Remote Sensing Resources Broadcasting (Part 1): Use open source code to train a land classification model

Summary of content: Land classification is one of the important application scenarios of remote sensing imagery. This article introduces several common methods of land classification, and uses open source semantic segmentation code to create a land classification model.

Original: HyperAI Super Nerve

Keywords: remote sensing data set, semantic segmentation, machine vision

Remote sensing images are important data for the development of surveying and mapping geographic information. They are of great significance for geographic national conditions monitoring and geographic information database updates. They are playing an increasingly important role in military, commerce, and people's livelihood fields.

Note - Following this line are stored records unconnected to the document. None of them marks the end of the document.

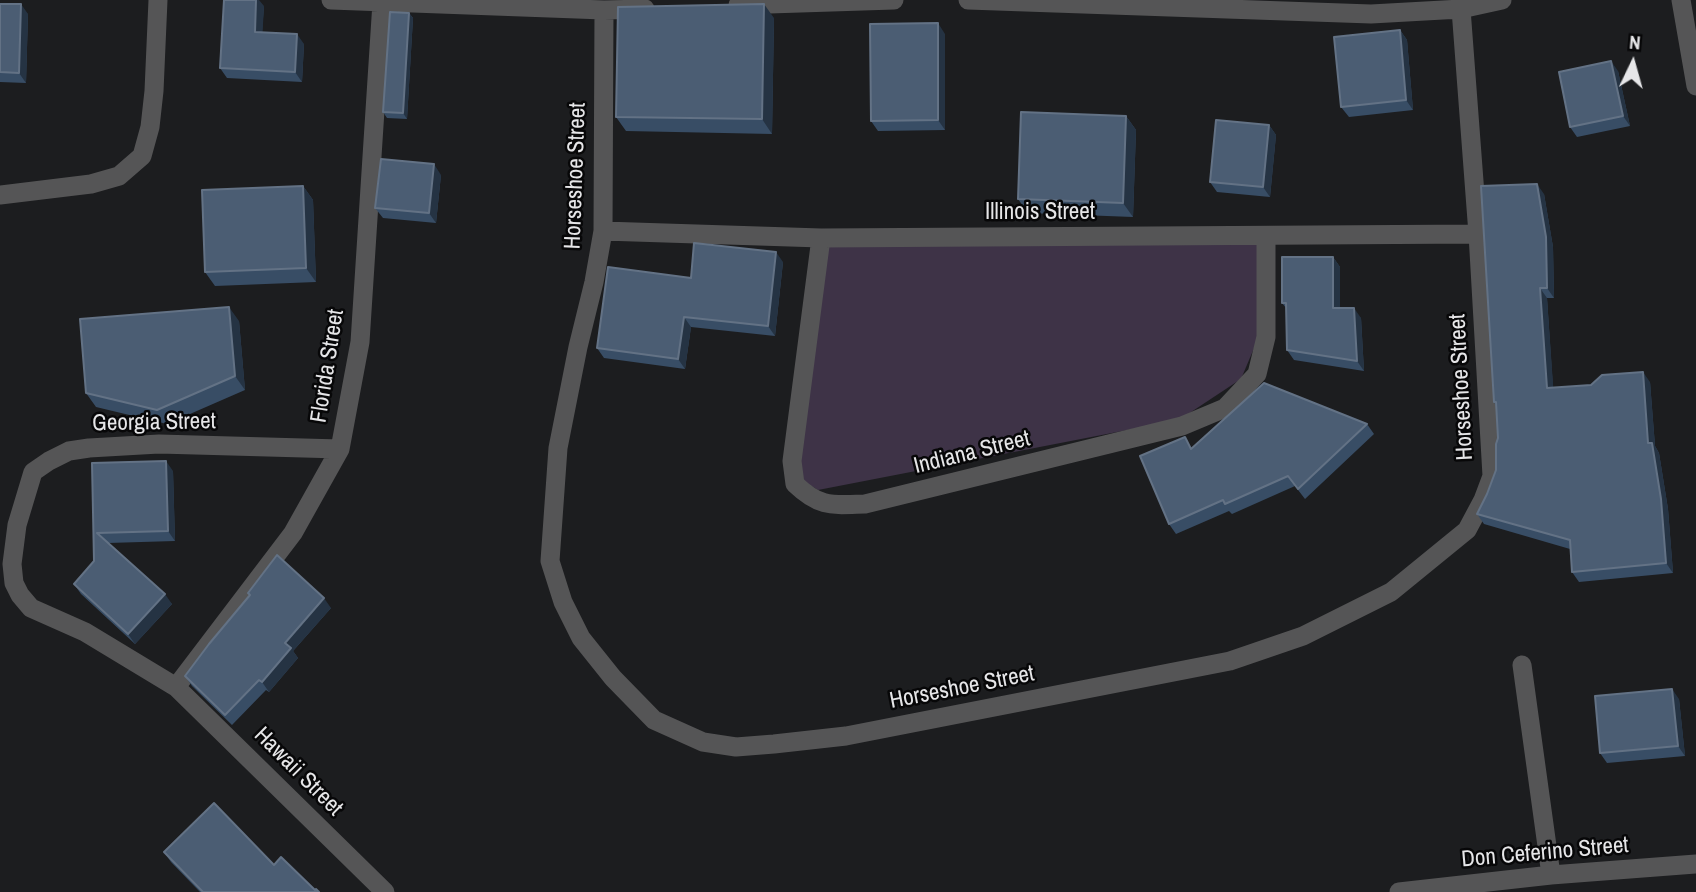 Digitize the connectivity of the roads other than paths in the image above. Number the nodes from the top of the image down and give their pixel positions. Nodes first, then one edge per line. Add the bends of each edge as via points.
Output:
1 (158, 0) edge
2 (331, 0) edge
3 (894, 0) edge
4 (968, 0) edge
5 (1502, 0) edge
6 (1681, 0) edge
7 (404, 1) edge
8 (382, 2) junction
9 (714, 6) edge
10 (659, 8) edge
11 (1461, 9) junction
12 (604, 10) junction
13 (1696, 86) edge
14 (0, 195) edge
15 (603, 231) junction
16 (1478, 234) junction
17 (1266, 236) junction
18 (821, 238) junction
19 (340, 449) junction
20 (1522, 665) dead end
21 (176, 687) junction
22 (1696, 864) edge
23 (1551, 875) junction
24 (385, 892) edge
25 (1399, 892) edge

1 - 14 street via 154,91 142,156 119,176 91,184
2 - 8 street
3 - 9 street
4 - 11 street via 1371,15
5 - 11 street
6 - 13 street
7 - 8 street
7 - 12 street
8 - 19 street, Florida Street via 360,342
10 - 12 street
11 - 16 street, Horseshoe Street
12 - 15 street, Horseshoe Street
15 - 16 street, Horseshoe Street via 558,448 550,561 562,602 581,638 613,678 654,719 704,742 736,747 846,736 1230,661 1303,636 1391,592 1467,530 1492,476
15 - 18 street, Illinois Street
16 - 17 street, Illinois Street
17 - 18 street, Illinois Street
17 - 18 street, Indiana Street via 1266,337 1257,374 1225,408 1182,426 865,504 832,505 810,498 795,484 792,461
19 - 21 street, Florida Street via 293,533
19 - 21 street, Georgia Street via 159,444 89,448 69,452 33,472 17,525 12,564 20,595 31,608 85,632
20 - 23 street
21 - 24 street, Hawaii Street
22 - 23 street, Don Ceferino Street
23 - 25 street, Don Ceferino Street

In recent years, with the improvement of national satellite image acquisition capabilities, the efficiency of remote sensing image data collection has been greatly improved, forming a pattern of coexistence of multiple sensors such as low spatial resolution, high spatial resolution, wide viewing angles and multiple angles, and radar.

Landsat 2 in orbit is collecting remote sensing data from the Earth


This satellite is the second in NASA’s land satellite program and was launched in 1975 to obtain global seasonal data at medium resolution

The complete range of sensors meets the needs of earth observation for different purposes, but it also causes problems such as inconsistent remote sensing image data format and consuming a lot of storage space, and often faces greater challenges in the image processing process.

Take land classification as an example. In the past, remote sensing images were used to classify land, which often relied on a large amount of manpower for labeling and statistics, which took months or even a year; coupled with the complex and diverse land types, man-made statistical errors would inevitably occur.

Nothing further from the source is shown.